Valero to ‘Keep Banging’ on EPA over RFS Compliance Obligation

Source: By Jeff Barber, OPIS • Posted: Thursday, July 28, 2016

Independent refiner Valero Energy Tuesday predicted its cost of complying with the Renewable Fuel Standard (RFS) this year will likely come in closer to the top end of its previously issued $750 million to $850 million range, citing recent price increases in Renewable Identification Numbers (RINs).

In a conference call with financial analysts to discuss second-quarter financial results, company officials also said the higher RINs prices “created additional earnings headwinds” in the period. Valero earlier today said its Q2 biofuel blending costs — mostly tied to buying RINs — were $173 million, more than three times the $56 million it paid in the same period of 2015.

Valero in February sued the Environmental Protection Agency in the U.S. Court of Appeals for the District of Columbia Circuit over what it said was the agency’s failure to move the point of obligation under the RFS from refiners and importers to blenders at the wholesale rack when it issued three years’ worth of renewable volume obligations in November 2015.

And earlier this summer, the San Antonio, Texas-based refiner and ethanol producer petitioned EPA to begin a formal rulemaking to move the point of obligation.

Valero Chairman, President and CEO Joe Gorder told analysts that both actions are focused on convincing EPA to change the current structure of the system, which he described as “misaligned and infeasible.”

Maintaining the point of obligation at the refinery gate, Gorder added, has “allowed speculators to drive up RIN prices, which we’ve seen in the market, and encourages RIN fraud.”

“We’re doing everything possible to bring attention to this and we’re engaged in a lot of effort to educate other affected parties as well as EPA officials.
Ideally, we’d like to see EPA of its own accord engage in a rulemaking process,”
Gorder said, adding, however, that it would likely be a lengthy process.

Company officials said that while the litigation is proceeding, it is also unlikely to be resolved quickly.

In the meantime, Gorder said Valero is addressing the issue by trying to find ways to blend more biofuels, thus reducing the amount of RINs it has to buy, including the possibility of acquiring additional terminals, and by “continuing to build export markets to alleviate some of the burden of RINs.

“Other than that, we’re going to keep banging on the rock.

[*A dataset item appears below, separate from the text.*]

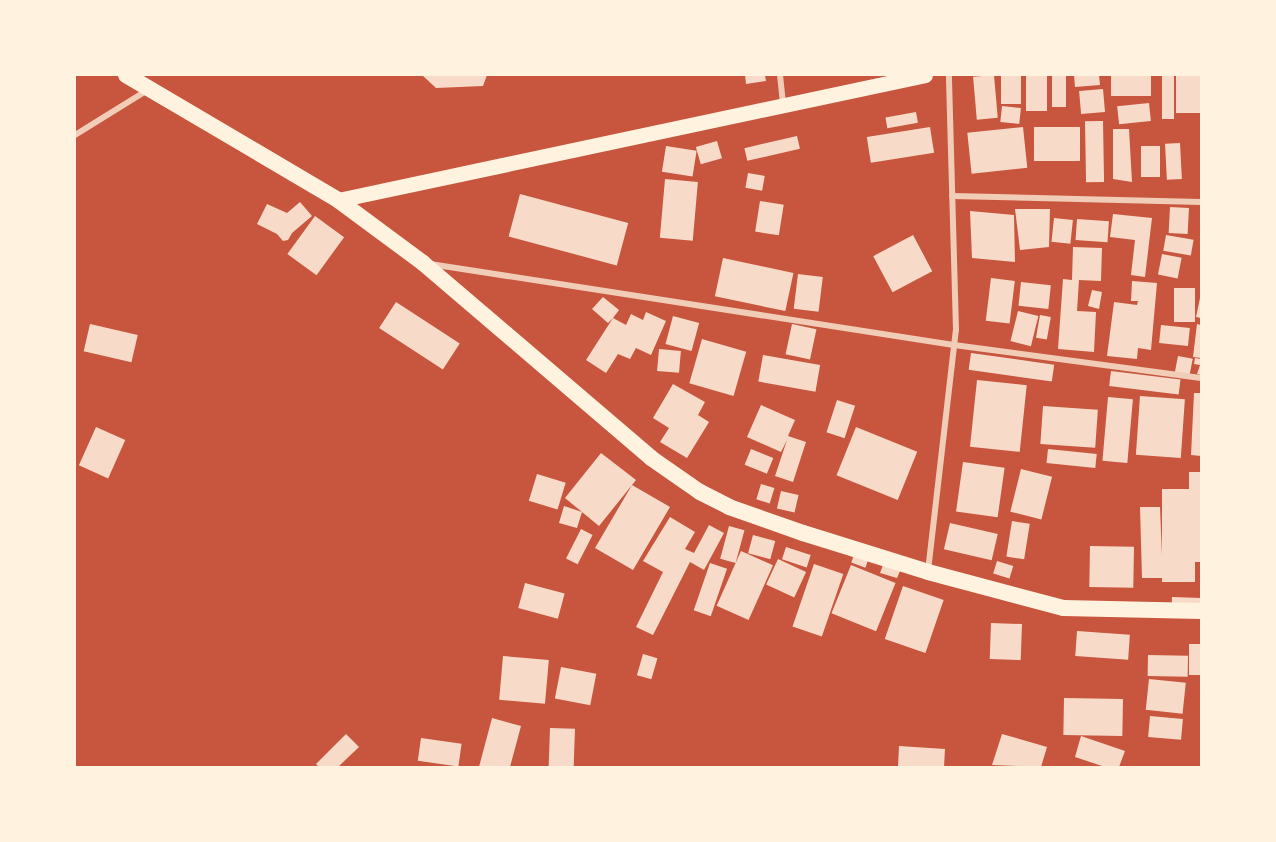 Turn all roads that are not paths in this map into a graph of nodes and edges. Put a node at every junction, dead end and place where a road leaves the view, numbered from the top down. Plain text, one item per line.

The system we have today is broken, creating windfalls for some and hardship for others. Based on our conversations, there is an understanding of this issue and an understanding that the RFS isn’t doing what is was intended to do — increase the amount of biofuels” blended into fuel.

“This is an issue we are working very hard to deal with,” Gorder said, adding that the current system “puts an expense on merchant refiners that they shouldn’t be dealing with and creates an un-level playing field in the marketplace. And that’s never good.”